Derek Mears (born April 29, 1972) is an American actor and stuntman. Often appearing in horror and science-fiction titles, he came to prominence for portraying Jason Voorhees in the 2009 reboot of Friday the 13th. His film roles also include The Hills Have Eyes 2 (2007), Predators (2010), Pirates of the Caribbean: On Stranger Tides (2011), Hansel & Gretel: Witch Hunters (2013), and Alita: Battle Angel (2019). On television, he played the title character on the DC Universe series Swamp Thing (2019).

Life and career
Mears was born in Bakersfield, California. He performed improv comedy at ComedySportz in Bakersfield. He graduated from Highland High School in Bakersfield in 1990. Early on in life Mears had a severe case of the auto-immune disease alopecia, causing him to lose almost all his body hair.

Mears has numerous credits both as a stuntman and as an actor.
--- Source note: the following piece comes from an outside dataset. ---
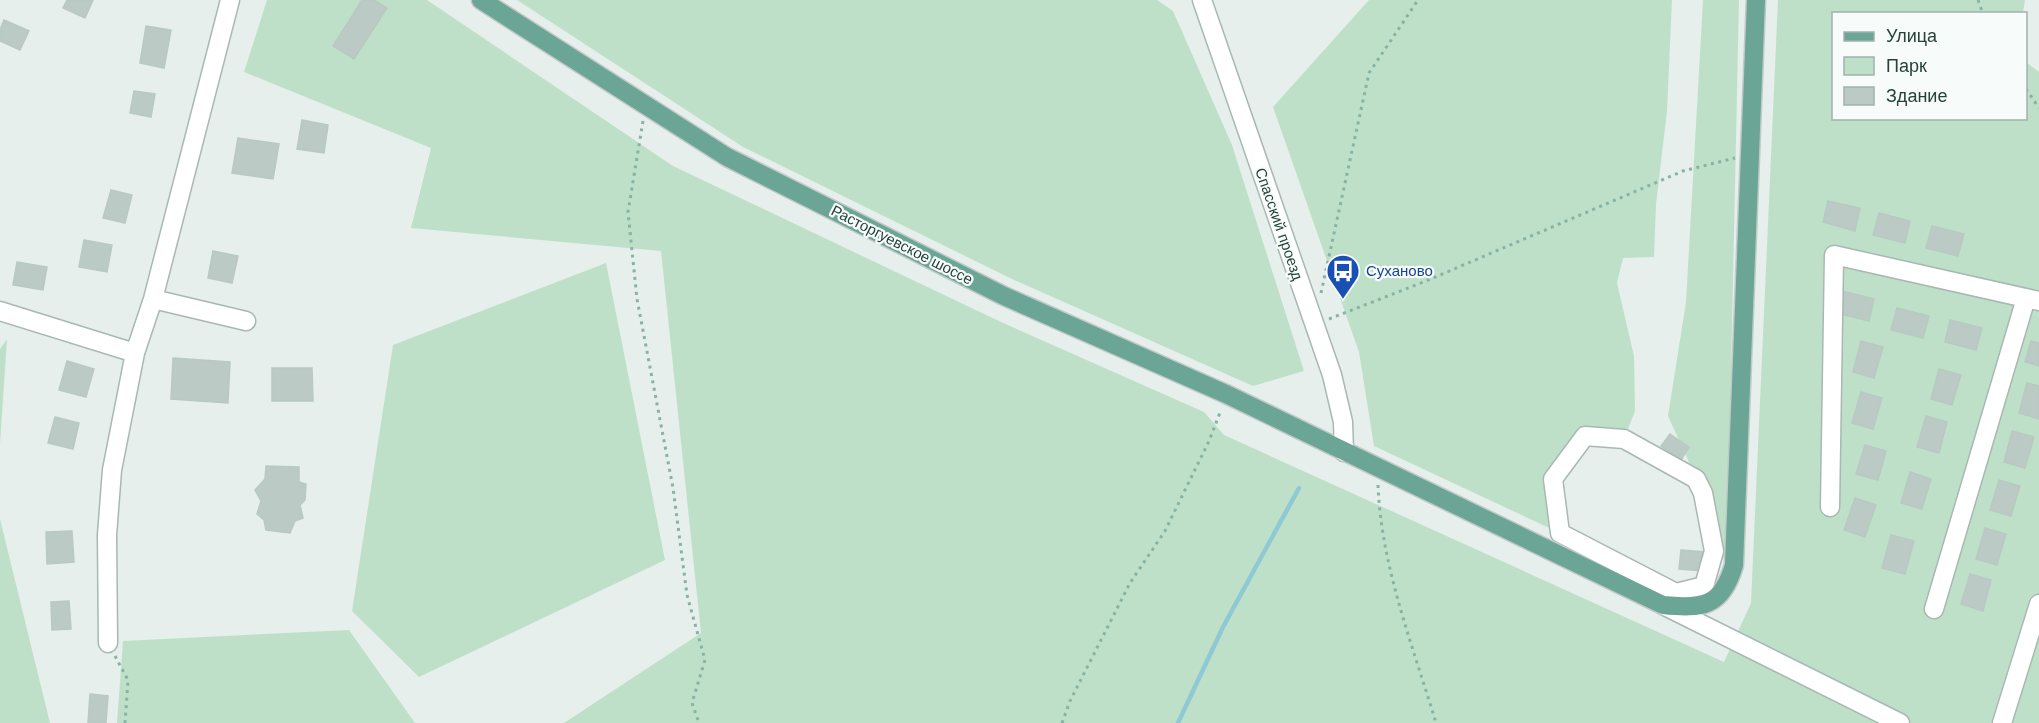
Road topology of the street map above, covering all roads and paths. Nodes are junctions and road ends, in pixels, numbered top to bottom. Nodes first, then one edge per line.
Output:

He had minor roles in The Tick, ER, Alias, Nash Bridges, Men in Black II, The Shield, CSI: NY, My Name Is Earl, Mr. & Mrs Smith, CSI: Miami, Community, and The Hills Have Eyes 2. His stunt credits include the films Pirates of the Caribbean: The Curse of the Black Pearl, Pirates of the Caribbean: Dead Man's Chest, Indiana Jones and the Kingdom of the Crystal Skull and Blades of Glory, and TV series such as Angel and Bones.

Mears got his breakthrough lead role in the 2009 Friday the 13th film. He was recommended to the producers, Brad Fuller and Andrew Form of Platinum Dunes, by make-up and special effects guru Scott Stoddard, who created the new look for Mears' character, Jason Voorhees. Due to Mears' height at  he is one of the tallest actors who have portrayed Jason, beside Ken Kirzinger, who stands at a similar height to Mears. He was nominated for an MTV Movie Award in the category for Best Villain for his portrayal of Voorhees, but lost to Heath Ledger as the Joker in The Dark Knight.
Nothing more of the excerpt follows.